Several of the girls looked me invitingly in the eye, laughed at me, indeed spoke to me. Well, why not? I was 22, and in my ill-fitting issue uniform and hobnailed boots I must have looked just like any peasant lad from the Szilágyság or Hunyad county. I enjoyed it, I felt like a prince in disguise. I winked back at the girls, tugged their plaits. I behaved just as a private soldier on the lookout for a bit of Sunday fun should do. I was trodden on, jostled, pinched. The widely rolling stream of gaiety carried me off on its waves.

Suddenly the movement of the crowd swept me up against a tall girl from Kalotaszeg. We collided. I looked at her. She was gorgeous. Neat as a new pin. Slender.

I took her arm.

“Where are you going?”

“Looking for a lover for myself,” she replied pertly.

I drew her to me.

“Then let’s stay together, if that’s all right with you, ’cause that’s just what I’m doing.”

At that she looked at me. Properly, seriously, sincerely, thoroughly, as if I’d been a chicken or a cabbage that she was thinking of buying in the market. Then she nodded.

“I don’t mind. We can go together.”

I was suffused with pride. Something warm moved very deep within me. This was something that had gone on for a million years. It seemed that something inside me was responding, exploding into sparks at a point of electric contact. I felt perfect triumph, desire, gentleness, devotion. And I knew that the girl was just the same as myself. Without a word we went solemnly through the jostling crowd. Fire shot through my hand as I took her sinewy arm so that she should not be swept away from me.

She was a really beautiful girl. Chestnut hair, grey eyes. It seemed that the delicate light brown skin on her full features was tight, so did her nose, her mouth and chin stand out. I almost felt that she would have difficulty in closing her eyes, such were the flexible, opposing little muscles everywhere beneath her cool skin.

In addressing her I had called her ‘te.’ But after walking for two minutes I went over to the more refined and intimate ‘maga.’ And I saw to my surprise that this young peasant girl with the serene forehead appreciated this touch. She too abandoned the pert tone and enquired with warm immediacy where I was from. Kolozsvár?

I said that I was a conscript from Szilágy county. I quickly invented the name of a place—I was from Pokozd.

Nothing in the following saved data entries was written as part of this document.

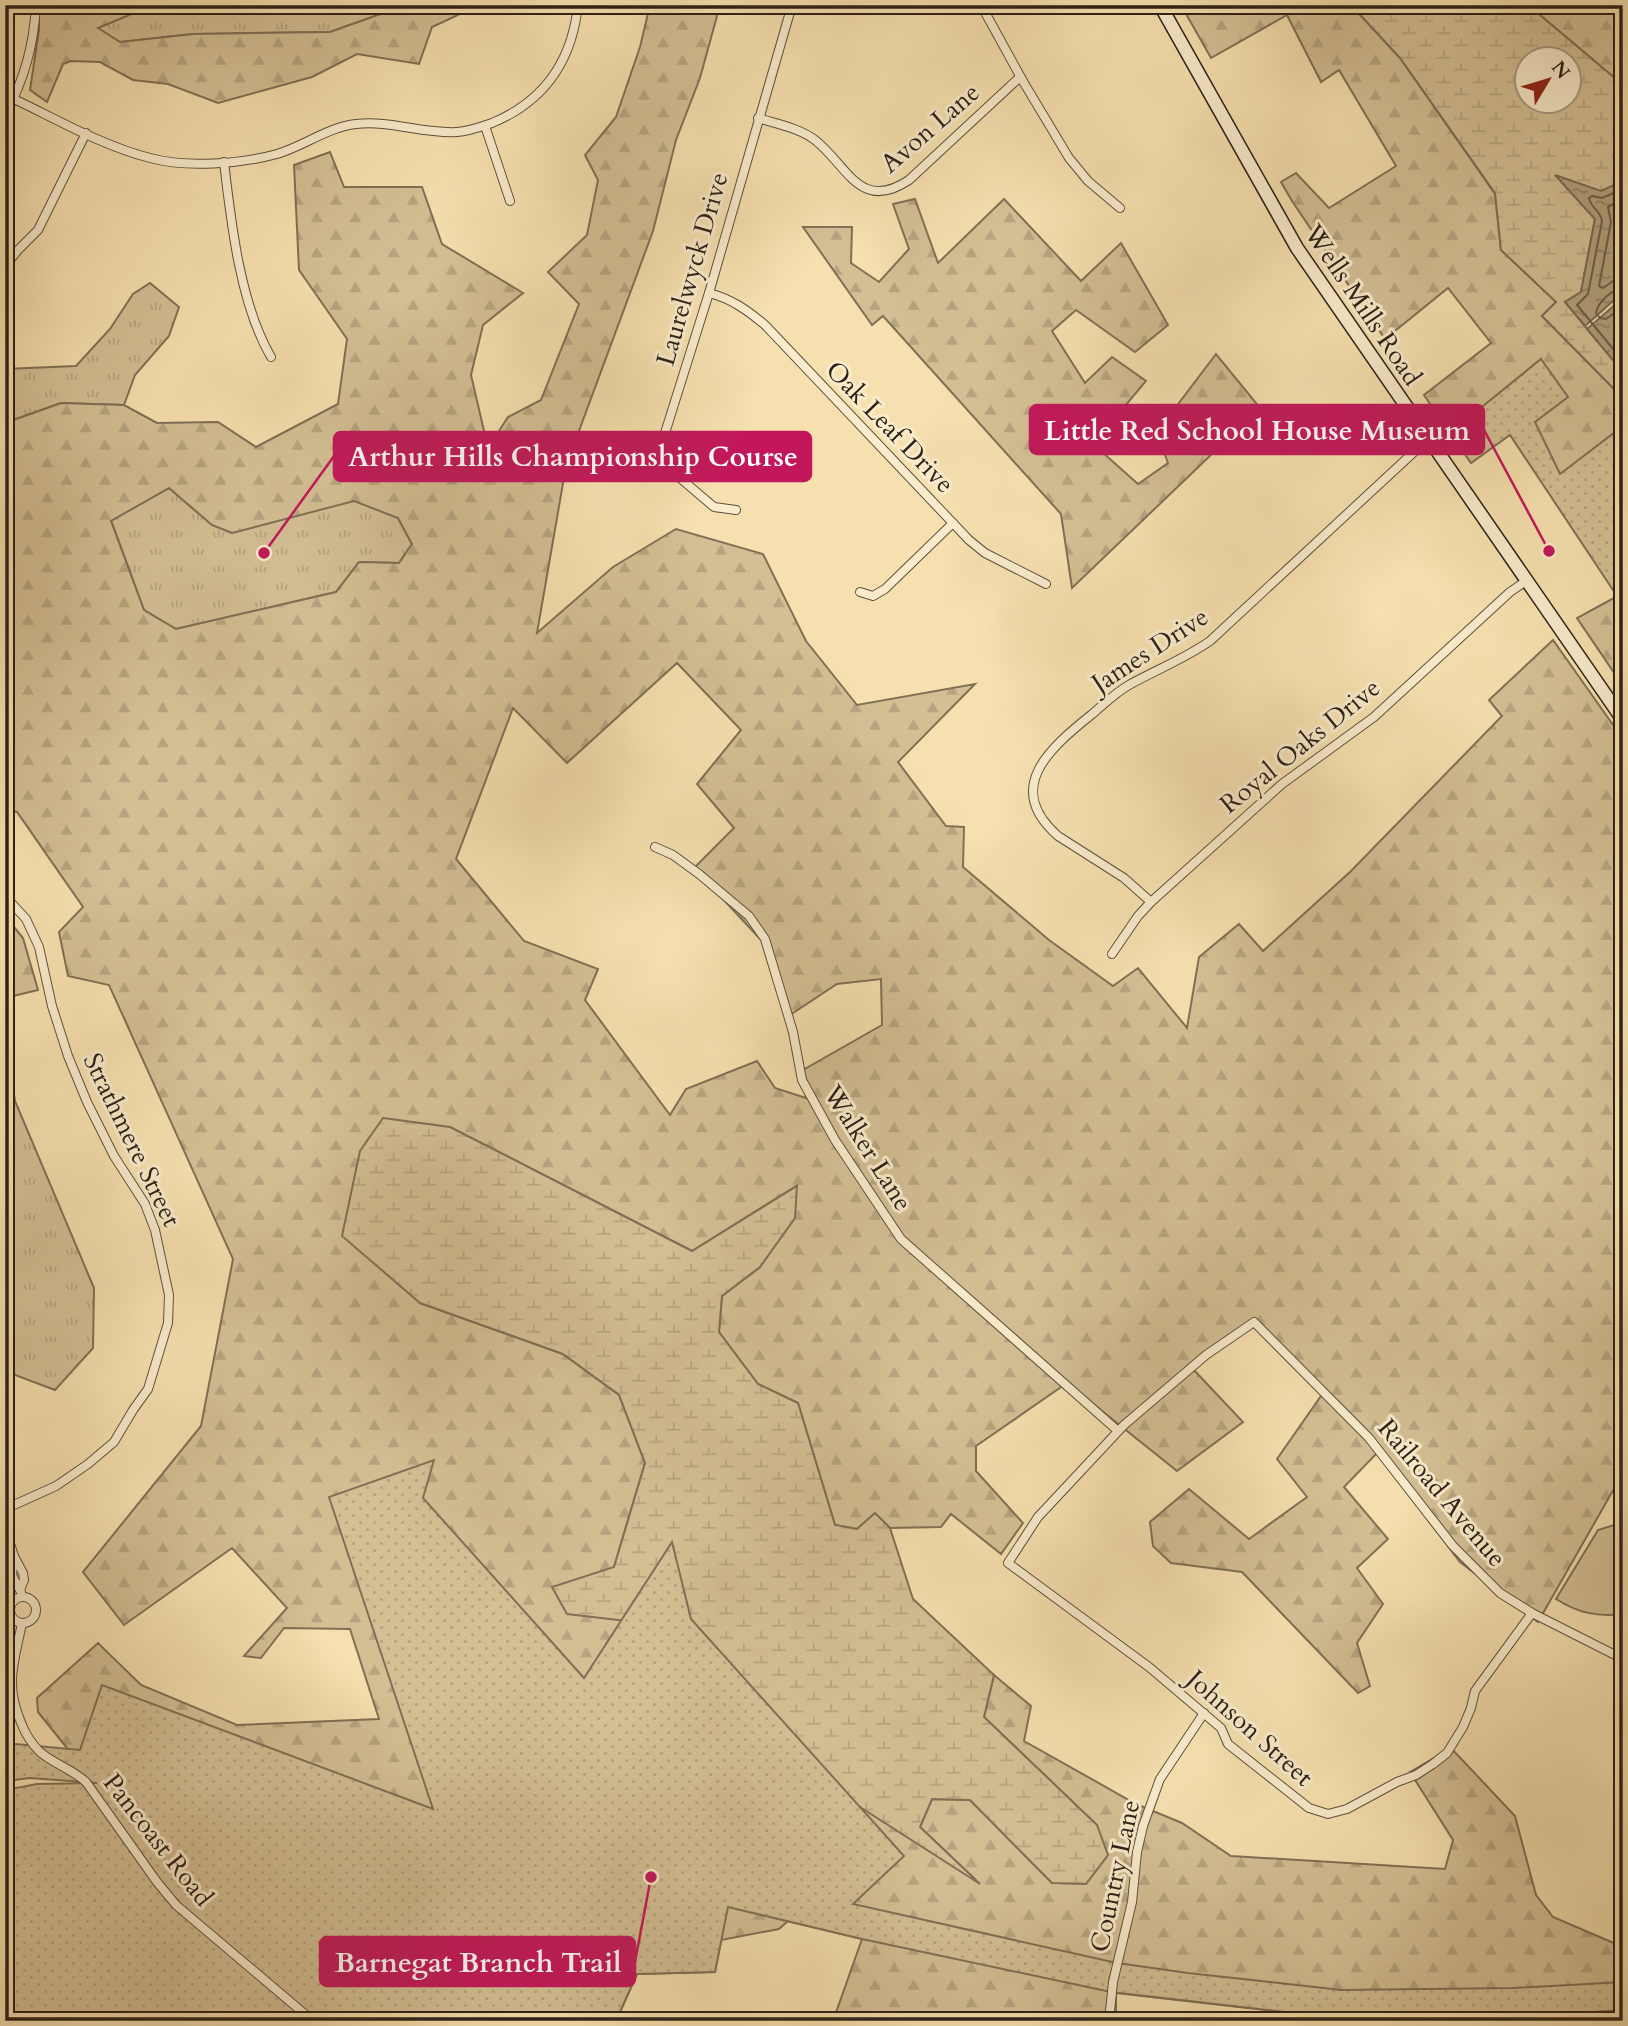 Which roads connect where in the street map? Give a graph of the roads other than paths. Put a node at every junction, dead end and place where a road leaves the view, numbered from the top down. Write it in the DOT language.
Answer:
graph roads {
  1 [pos="36,5"];
  2 [pos="578,5"];
  3 [pos="792,5"];
  4 [pos="981,5"];
  5 [pos="1160,5"];
  6 [pos="1020,76"];
  7 [pos="14,99"];
  8 [pos="5,116"];
  9 [pos="758,118"];
  10 [pos="485,126"];
  11 [pos="86,133"];
  12 [pos="225,162"];
  13 [pos="510,201"];
  14 [pos="1120,208"];
  15 [pos="5,266"];
  16 [pos="709,293"];
  17 [pos="271,357"];
  18 [pos="1428,439"];
  19 [pos="736,510"];
  20 [pos="953,523"];
  21 [pos="1526,581"];
  22 [pos="1046,584"];
  23 [pos="860,593"];
  24 [pos="1623,720"];
  25 [pos="654,847"];
  26 [pos="5,896"];
  27 [pos="1151,902"];
  28 [pos="1112,954"];
  29 [pos="1118,1431"];
  30 [pos="5,1509"];
  31 [pos="5,1528"];
  32 [pos="21,1593"];
  33 [pos="1532,1613"];
  34 [pos="22,1623"];
  35 [pos="1623,1659"];
  36 [pos="1204,1713"];
  37 [pos="313,2021"];
  38 [pos="1109,2021"];
  1 -- 7 [label="street"];
  2 -- 10 [label="street"];
  3 -- 9 [label="street, Laurelwyck Drive"];
  4 -- 6 [label="street"];
  5 -- 18 [label="main road, Wells Mills Road"];
  6 -- 9 [label="street, Avon Lane"];
  6 -- 14 [label="street"];
  7 -- 8 [label="street"];
  7 -- 11 [label="street"];
  9 -- 16 [label="street, Laurelwyck Drive"];
  10 -- 12 [label="street"];
  10 -- 13 [label="street"];
  11 -- 12 [label="street"];
  11 -- 15 [label="street"];
  12 -- 17 [label="street"];
  16 -- 19 [label="street, Laurelwyck Drive"];
  16 -- 20 [label="street, Oak Leaf Drive"];
  18 -- 21 [label="main road, Wells Mills Road"];
  18 -- 27 [label="street, James Drive"];
  20 -- 22 [label="street, Oak Leaf Drive"];
  20 -- 23 [label="street"];
  21 -- 24 [label="main road, Wells Mills Road"];
  21 -- 27 [label="street, Royal Oaks Drive"];
  25 -- 29 [label="street, Walker Lane"];
  26 -- 30 [label="street, Strathmere Street"];
  27 -- 28 [label="street, Royal Oaks Drive"];
  29 -- 33 [label="street, Railroad Avenue"];
  29 -- 36 [label="street, Johnson Street"];
  31 -- 32 [label="street"];
  32 -- 34 [label="street"];
  32 -- 34 [label="street"];
  33 -- 35 [label="street, Railroad Avenue"];
  33 -- 36 [label="street, Johnson Street"];
  34 -- 37 [label="street, Pancoast Road"];
  36 -- 38 [label="street, Country Lane"];
}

“You’re from Kalotaszeg, I see,” I said. “What’s your name?”

“Vilma Jakáb. And yours?”

“Sándor Nagy,” I lied again, because I felt certain that this girl would leave me, would be cross and run off, if I told her that I was not of her class.

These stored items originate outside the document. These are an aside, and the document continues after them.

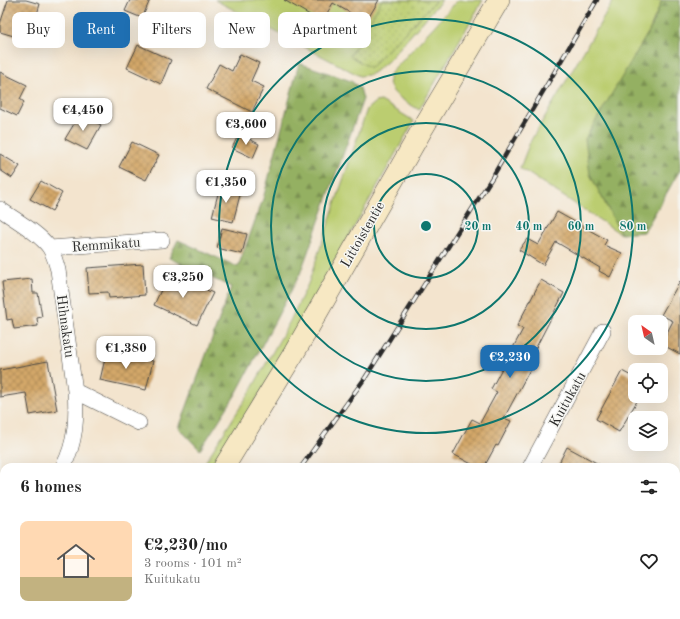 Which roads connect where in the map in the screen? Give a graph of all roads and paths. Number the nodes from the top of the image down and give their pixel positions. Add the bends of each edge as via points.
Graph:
1 (498, 0) edge
2 (0, 209) edge
3 (162, 240) dead end
4 (50, 248) junction
5 (604, 331) dead end
6 (75, 391) junction
7 (139, 423) dead end
8 (65, 463) edge
9 (226, 463) edge
10 (532, 463) edge

1 - 9 street, Littoistentie via 294,353
2 - 4 street, Hihnakatu
3 - 4 street, Remmikatu
4 - 6 street, Hihnakatu via 58,270
5 - 10 street, Kuitukatu
6 - 7 street
6 - 8 street, Hihnakatu via 75,432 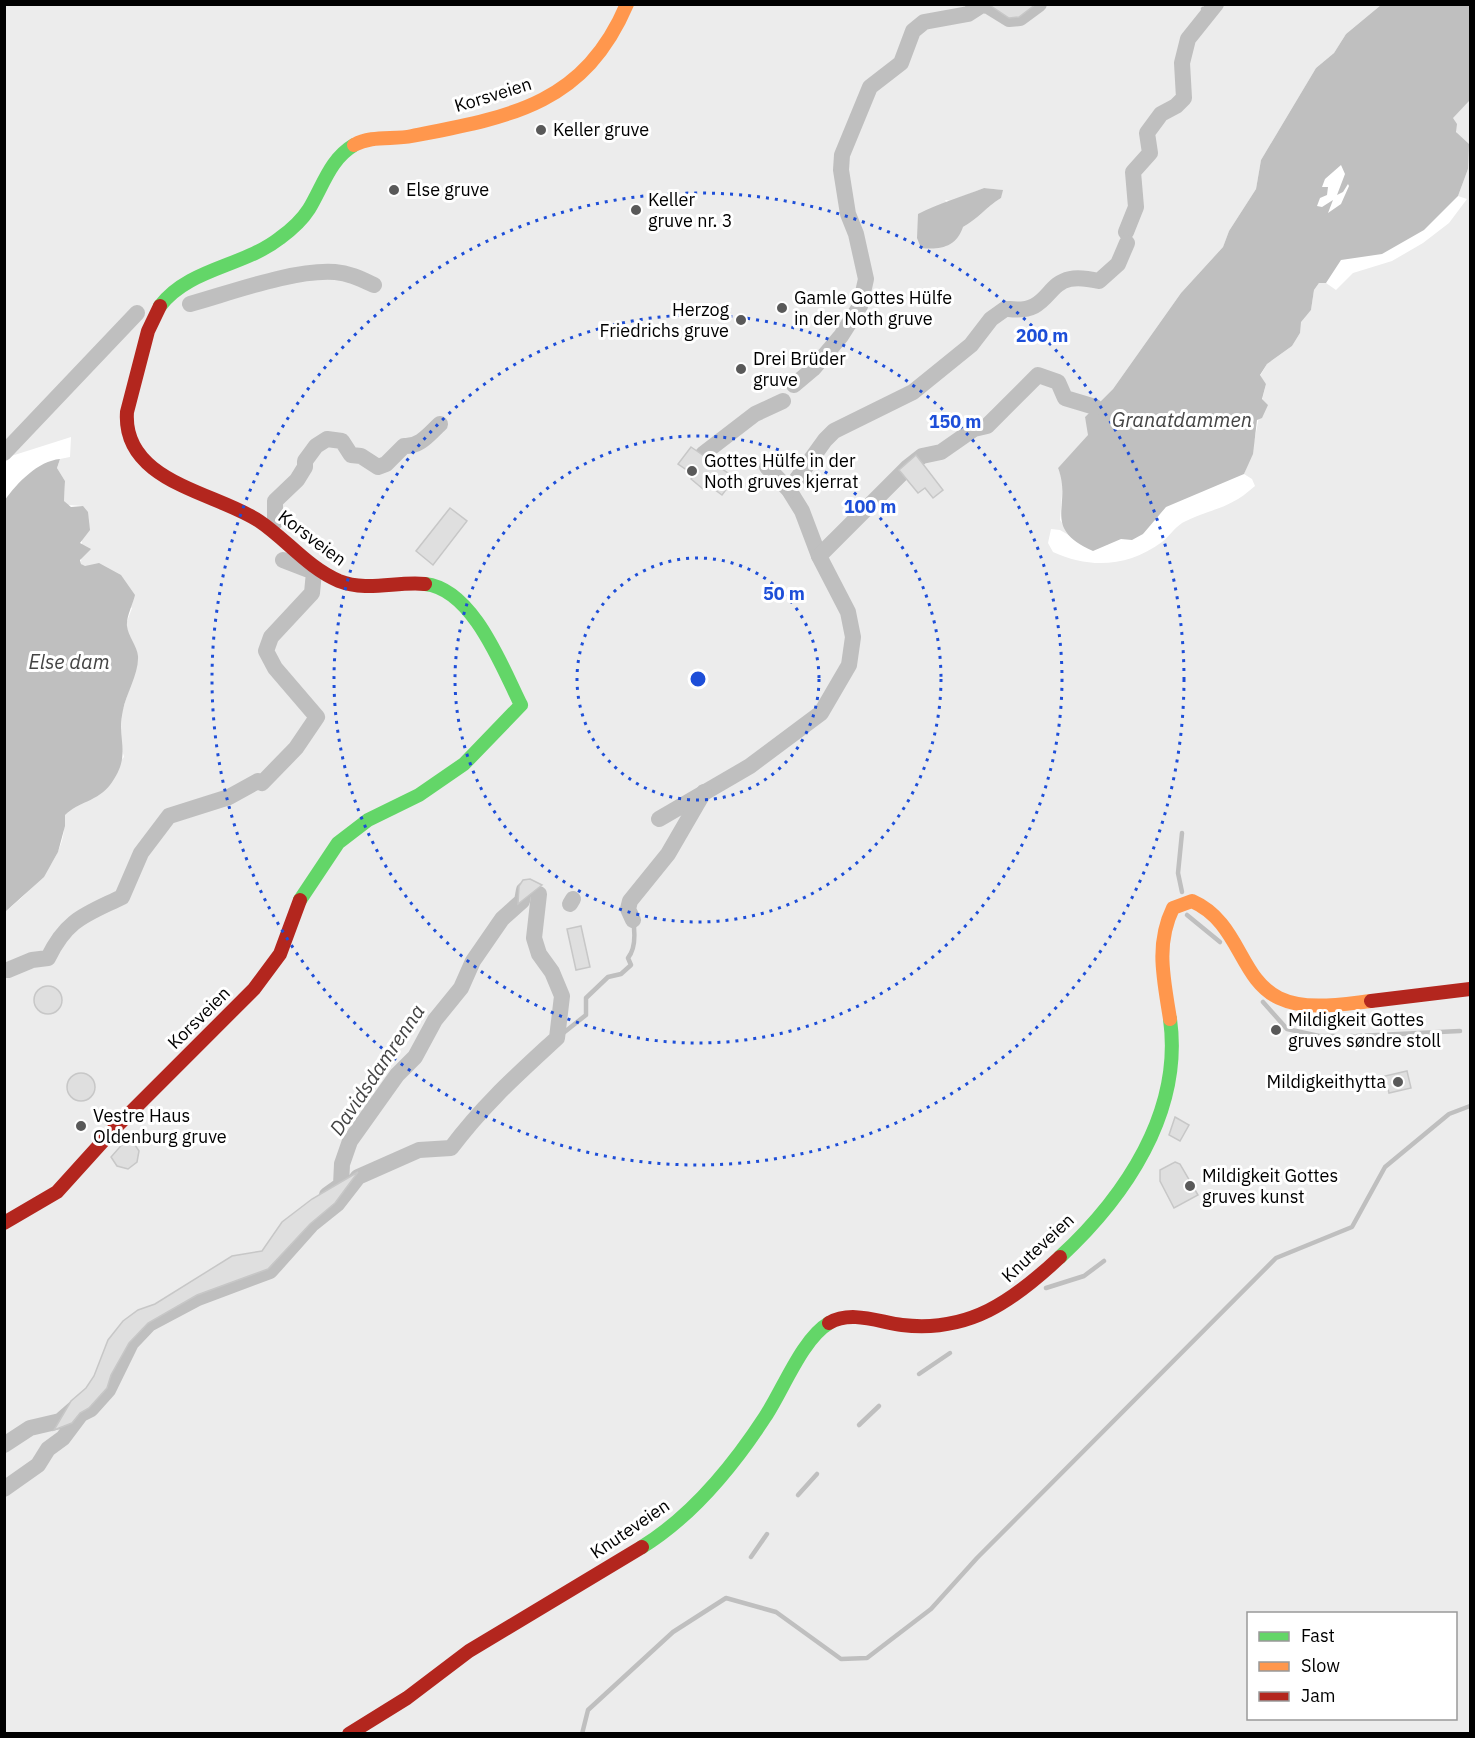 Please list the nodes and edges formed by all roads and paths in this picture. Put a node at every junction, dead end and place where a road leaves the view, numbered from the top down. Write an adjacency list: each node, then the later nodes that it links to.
1 (627, 4): 3 (street, Korsveien)
2 (1470, 989): 4 (street, Knuteveien)
3 (4, 1223)
4 (349, 1734)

As we walked I learnt that she was in service with some official who lived on Bocskai tér. Her employer was a decent man. But she wasn’t really used to her position yet, having only come to Kolozsvár from her village a fortnight ago.

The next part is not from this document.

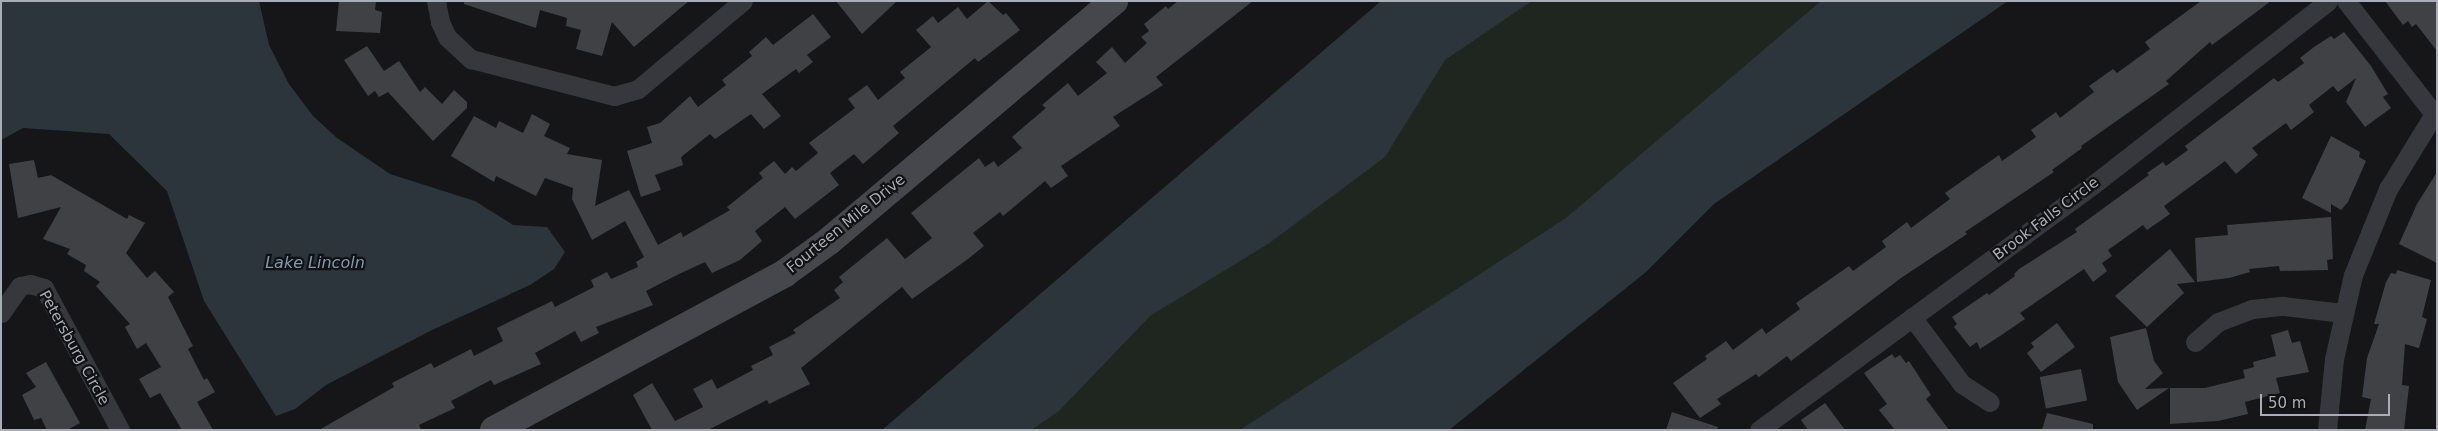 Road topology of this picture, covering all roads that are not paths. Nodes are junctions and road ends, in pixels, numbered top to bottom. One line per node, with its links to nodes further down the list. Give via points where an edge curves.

“I’ve got until eight,” she said, “then I’ve got to go home. Because the master and his family will be having dinner. Though they could do that without me. It’s a cold meal. Knackwurst.”

That Sunday parade had a course as definitively laid down as the tracks of ants on the ground. The multicoloured stream flowed along Honvéd utca, down the right-hand side of the Főtér, up Unió utca, turned into Miklós Barta utca and down to the Szamos, and finally along the right of the promenade. The path on the right was crowded, deep in dust, all noise and bustle under the ancient trees. The other side, however, was completely deserted. Scarcely a couple of people were idling in the shade of the bushes. I thought that this was something to do with fashion, and so I said to the girl:

“Let’s cross over there. Why let ourselves be pushed around in this mob?”

She looked at me in surprise.

“Don’t you know, Sándor, that we aren’t allowed over there? The police would send us back. That path’s reserved for the gentry.”

Well, of course I didn’t know. How would a trousered loafer like me have known the extent of the stupidity and insolence of the police? The blood rushed to my head. Involuntarily I said, just in an undertone, addressing nobody:

“I’ll do a piece about that. That’s swinish behaviour.”

“You’ll what?” asked the girl in alarm.

I avoided a straight answer.

“To hell with them. What swinishness, if you can’t go freely where you like. Perhaps those people over there are somehow better than us two?”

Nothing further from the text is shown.